5. 2018: sin acceso a mercados voluntarios y stand by del FMI

El gobierno aceleró el ajuste después de las elecciones de octubre de 2017 y sobrecumplió el objetivo fiscal. Pero todas las demás circunstancias que podían empeorar la sustentabilidad de la deuda se cumplieron. El ajuste debilitó el PIB, la sequía redujo las exportaciones, las tasas internacionales subieron como venían haciéndolo desde fines de 2016 (gráfico 1), no es cierto que fue una sorpresa, como adujo el gobierno; el peso se devaluó cuando los capitales aceleraron su retirada. El enorme volumen de las Lebacs, títulos de deuda del Banco Central utilizados para regulación monetaria, que vencía cada semana contribuyó a esta fragilidad. La tormenta en gran medida autoprovocada llegó a una Argentina con puertas y ventanas abiertas y sin piloto.

Gráfico 1

Graf 1

Fuente: Elaborado con datos de la Reserva Federal de St. Louis

Enero de 2018 arrancó con una enorme colocación de deuda, 9 mil millones de dólares en BIRAD a cinco, diez y treinta años de plazo. El ministro de finanzas declaró que tomaba este monto porque la Reserva Federal estaba subiendo las tasas y era mejor endeudarse antes del alza siguiente. Los dólares por esta emisión del tesoro entraron al BCRA, las reservas aumentaron de 55 mil millones de dólares a 63,8, luego empezaron a bajar cada día, los capitales empezaban su retirada, y el tipo de cambio subía, de 18,6 pesos por dólar a principios de año a unos 20 a fin de febrero.

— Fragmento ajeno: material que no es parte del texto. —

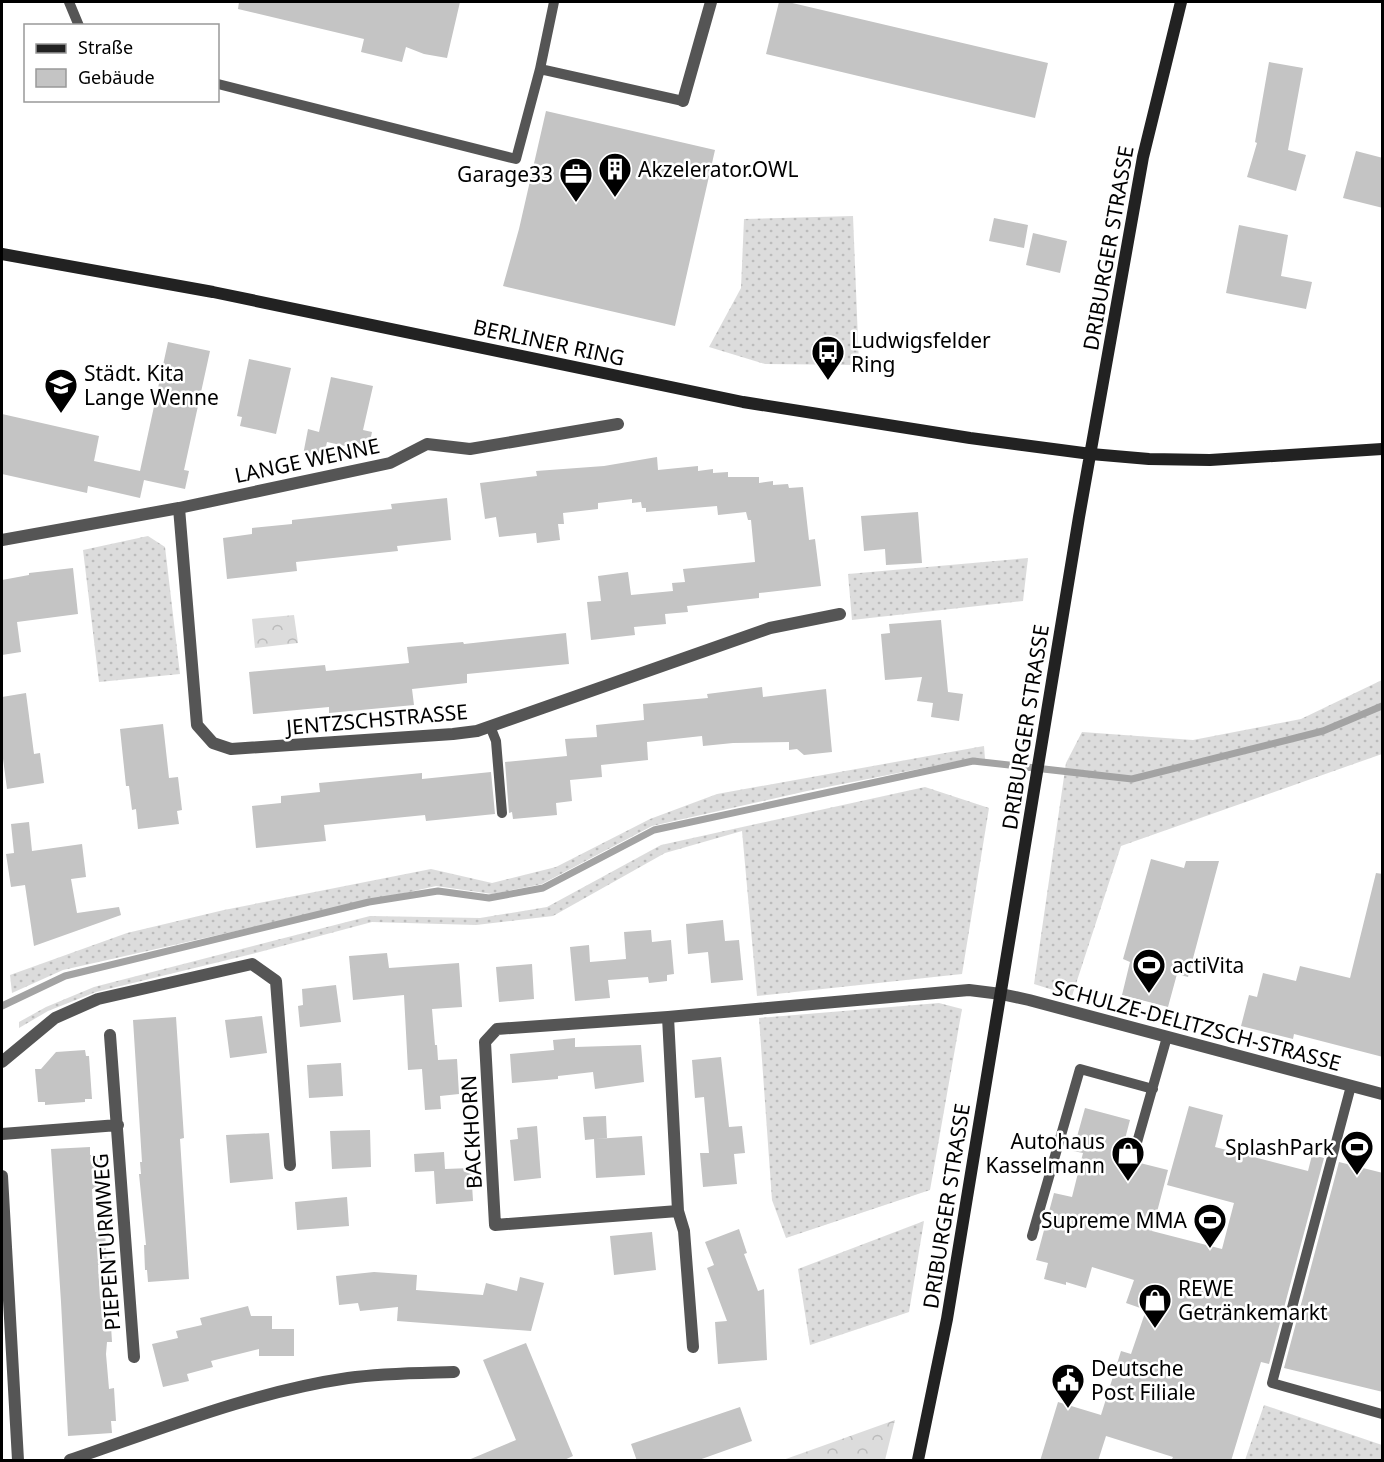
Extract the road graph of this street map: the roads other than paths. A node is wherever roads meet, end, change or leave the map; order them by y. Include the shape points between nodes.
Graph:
1 (69, 2) edge
2 (554, 2) edge
3 (711, 2) edge
4 (1181, 2) edge
5 (78, 24) edge
6 (540, 69) junction
7 (219, 84) edge
8 (683, 101) joint
9 (2, 254) edge
10 (618, 424) dead end
11 (1383, 449) edge
12 (1090, 454) junction
13 (179, 508) junction
14 (2, 540) edge
15 (840, 614) dead end
16 (490, 726) junction
17 (502, 813) dead end
18 (1001, 994) junction
19 (668, 1017) junction
20 (110, 1035) dead end
21 (1167, 1037) junction
22 (2, 1062) edge
23 (1351, 1086) junction
24 (1153, 1089) junction
25 (1383, 1094) edge
26 (118, 1125) junction
27 (2, 1134) edge
28 (1134, 1153) dead end
29 (290, 1165) dead end
30 (2, 1176) edge
31 (678, 1211) junction
32 (1032, 1236) dead end
33 (693, 1347) dead end
34 (134, 1357) dead end
35 (454, 1372) dead end
36 (1383, 1414) edge
37 (18, 1461) edge
38 (70, 1461) edge
39 (918, 1461) edge

1 - 5 lane
2 - 6 lane
3 - 8 street
4 - 12 main road, DRIBURGER STRASSE via 1143,157
6 - 7 lane via 516,159
6 - 8 lane
9 - 12 main road, BERLINER RING via 213,292 743,402
10 - 13 street, LANGE WENNE via 470,449 427,444 390,463
11 - 12 main road via 1210,460
12 - 18 main road, DRIBURGER STRASSE
13 - 14 street, LANGE WENNE
13 - 16 street, JENTZSCHSTRASSE via 197,725 213,743 231,749 271,747 453,734
15 - 16 street, JENTZSCHSTRASSE via 770,628
16 - 17 lane via 496,741
18 - 19 street, BACKHORN via 969,990
18 - 21 street, SCHULZE-DELITZSCH-STRASSE
18 - 39 main road, DRIBURGER STRASSE via 947,1319
19 - 31 street
19 - 31 street, BACKHORN via 497,1029 485,1042 495,1225
20 - 26 street, PIEPENTURMWEG
21 - 23 street, SCHULZE-DELITZSCH-STRASSE
21 - 24 lane
22 - 29 street via 55,1018 98,999 252,964 276,981
23 - 25 street, SCHULZE-DELITZSCH-STRASSE
23 - 36 lane via 1272,1383
24 - 28 lane
24 - 32 lane via 1080,1069
26 - 27 street, PIEPENTURMWEG
26 - 34 street, PIEPENTURMWEG
30 - 37 street
31 - 33 street via 684,1231
35 - 38 street via 346,1378 240,1402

En marzo las reservas aumentaron ligeramente, a pesar de la fuerte salida de capitales del sector privado (-2.644 millones de dólares) y del déficit de la cuenta corriente (-1.689), por el ingreso de dólares por nueva deuda pública en pesos (Bonar 2020 y Boncer 2023 y Letes) adquirida por no residentes, más una repo de 1.000 millones con el HSBC. El ministro anunció que no tomaría más deuda en los mercados internacionales en 2018, sino que se financiaría en el mercado interno y con organismos internacionales. A mediados del mes la directora gerente del FMI, Christine Lagarde, llegó a Buenos Aires para la reunión de ministros de finanzas del G20, compartió una conferencia en la universidad Di Tella con el ministro de hacienda Nicolás Dujovne, y fue a una recepción en su casa, como muestra de apoyo al gobierno. Aunque todas las partes lo negaron, es probable que el futuro acuerdo con el FMI se incubara en aquella visita.

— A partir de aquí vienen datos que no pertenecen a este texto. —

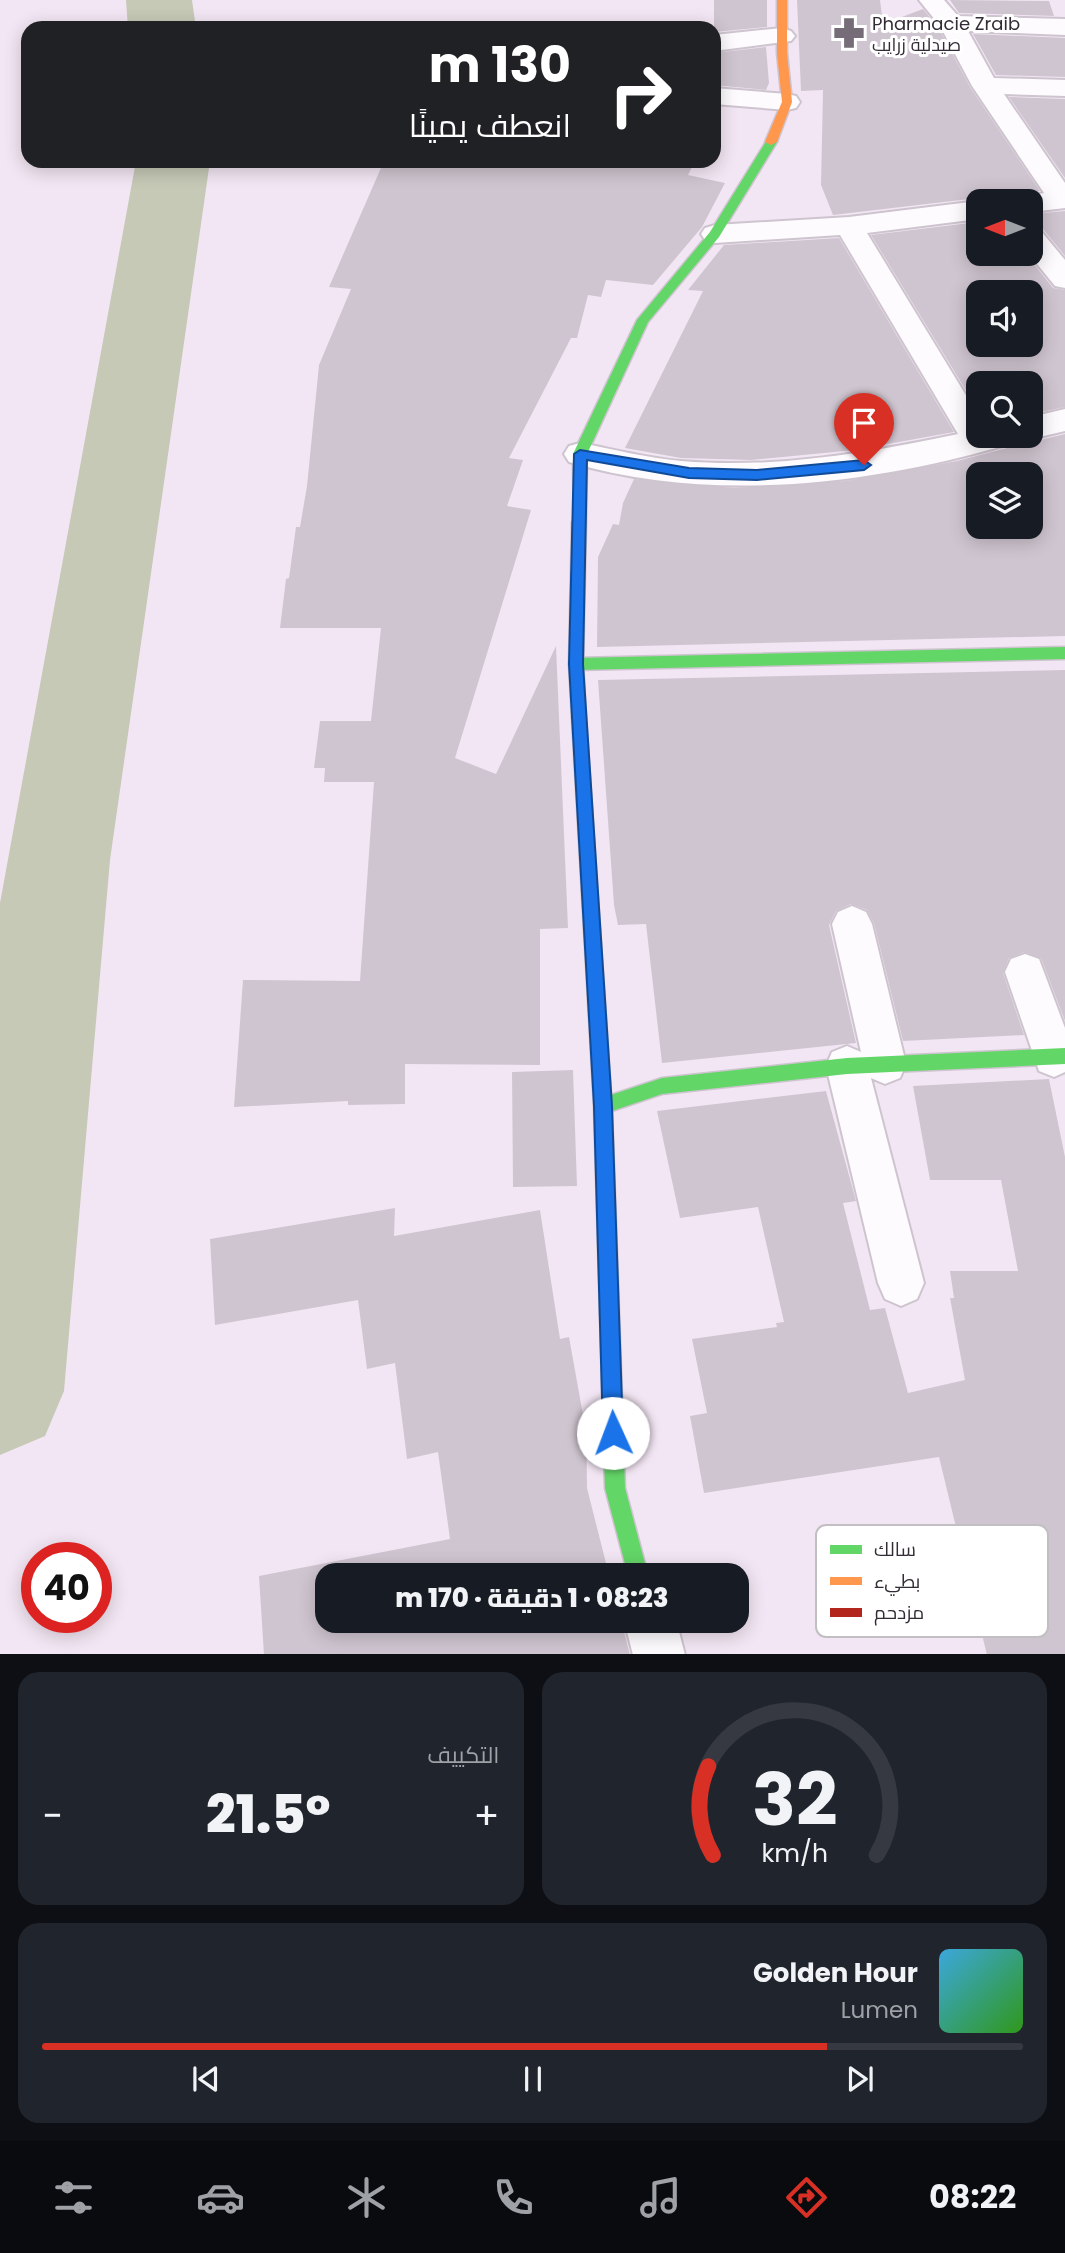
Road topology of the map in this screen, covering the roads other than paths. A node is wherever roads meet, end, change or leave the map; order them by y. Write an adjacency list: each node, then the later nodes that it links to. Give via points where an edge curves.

La crisis comenzó a estallar en abril, por factores domésticos y externos, que expusieron las fallas de la política económica en conjunto. El deslizamiento cambiario y los fuertes aumentos dispuestos por el gobierno de los precios de los combustibles, el gas y el transporte impactaron sobre la inflación, el BCRA recalculó una nueva meta del 20% para el año, y anunció que aumentaría la tasa de interés de referencia si la inflación persistía. También empezó a regir un impuesto sobre las rentas financieras para los actores nacionales y extranjeros que compraran Lebacs, el BCRA reconoció la desproporción del stock de estos instrumentos, que superaba la base monetaria, y anunció que lo reduciría. Desde Washington, en la reunión de primavera del FMI y el Banco Mundial, a la que concurrieron funcionarios argentinos, llegaron declaraciones de apoyo y sugerencias para apurar el ajuste, que el gobierno empezaba a negociar con los gobernadores de las provincias.

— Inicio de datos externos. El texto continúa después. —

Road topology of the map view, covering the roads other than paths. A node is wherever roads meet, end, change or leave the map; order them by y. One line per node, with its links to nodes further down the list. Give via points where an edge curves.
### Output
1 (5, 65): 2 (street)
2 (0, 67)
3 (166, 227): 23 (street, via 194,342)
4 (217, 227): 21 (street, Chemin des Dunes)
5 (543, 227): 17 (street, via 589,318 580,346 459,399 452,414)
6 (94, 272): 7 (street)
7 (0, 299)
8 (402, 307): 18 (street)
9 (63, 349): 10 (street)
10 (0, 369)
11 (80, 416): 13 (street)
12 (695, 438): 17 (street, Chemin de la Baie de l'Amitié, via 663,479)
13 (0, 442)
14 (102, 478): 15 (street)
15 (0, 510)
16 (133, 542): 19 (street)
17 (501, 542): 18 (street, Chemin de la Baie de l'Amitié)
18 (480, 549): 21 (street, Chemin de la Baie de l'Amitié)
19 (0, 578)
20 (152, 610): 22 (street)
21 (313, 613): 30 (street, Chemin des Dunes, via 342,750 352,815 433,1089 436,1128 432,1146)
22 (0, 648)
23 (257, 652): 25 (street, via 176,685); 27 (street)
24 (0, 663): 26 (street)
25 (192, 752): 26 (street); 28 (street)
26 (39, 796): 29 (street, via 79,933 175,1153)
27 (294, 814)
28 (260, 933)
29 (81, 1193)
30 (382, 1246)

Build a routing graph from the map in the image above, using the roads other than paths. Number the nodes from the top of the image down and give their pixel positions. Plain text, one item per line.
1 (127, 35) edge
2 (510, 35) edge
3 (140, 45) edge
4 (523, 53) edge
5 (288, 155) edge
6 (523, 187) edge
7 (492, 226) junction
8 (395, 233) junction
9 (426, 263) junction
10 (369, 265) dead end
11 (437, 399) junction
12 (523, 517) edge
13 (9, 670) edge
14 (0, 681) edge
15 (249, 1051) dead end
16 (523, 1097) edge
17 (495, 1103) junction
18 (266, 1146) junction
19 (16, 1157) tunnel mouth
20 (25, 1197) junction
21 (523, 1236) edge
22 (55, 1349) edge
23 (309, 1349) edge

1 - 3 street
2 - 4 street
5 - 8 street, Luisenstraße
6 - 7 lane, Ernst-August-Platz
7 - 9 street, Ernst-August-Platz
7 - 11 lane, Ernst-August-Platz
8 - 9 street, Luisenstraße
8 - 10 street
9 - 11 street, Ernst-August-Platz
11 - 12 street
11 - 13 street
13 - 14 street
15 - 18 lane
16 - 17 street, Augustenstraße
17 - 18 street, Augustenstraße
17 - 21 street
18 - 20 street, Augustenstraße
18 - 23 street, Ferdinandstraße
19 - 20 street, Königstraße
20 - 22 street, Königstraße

El 26 de abril las ventas record de dólares del BCRA (1472 millones) empezaron a bajar abruptamente las reservas, que en cinco días cayeron 5 mil millones de dólares. Con el tipo de cambio en alza, el BCRA catapultó la tasa de interés de referencia, de 27,25% a 40%, en solo cuatro jornadas, para instar a los inversores a permanecer en la moneda local. En el interín, el BCRA pasó de intervenir en el mercado cambiario vendiendo reservas, con el auxilio de bancos estatales, a flotar la moneda y abandonó las metas de inflación. Las reservas siguieron cayendo, sin llegar a umbrales críticos, ingresaron nuevos préstamos de organismos internacionales y una “repo” de 1 millón con el Credit Suisse, dólares que también se esfumaron sin contener la depreciación del peso y sin tomar medidas para controlar la salida de capitales.

El presidente del BCRA explicó que la corrida se debía a los inversores institucionales que salían de las Lebacs y compraban dólares. Cada vencimiento de Lebacs, los “supermartes”, equivalía a alrededor de media base monetaria. Si bien la mitad de estos instrumentos se renovaba con seguridad porque estaba en poder del sector público, los tenedores de la otra mitad podían optar por destinar los pesos que cobraban a comprar dólares, presionando sobre el tipo de cambio; o colocarlos en otros instrumentos en pesos del propio BCRA, del tesoro, u otros.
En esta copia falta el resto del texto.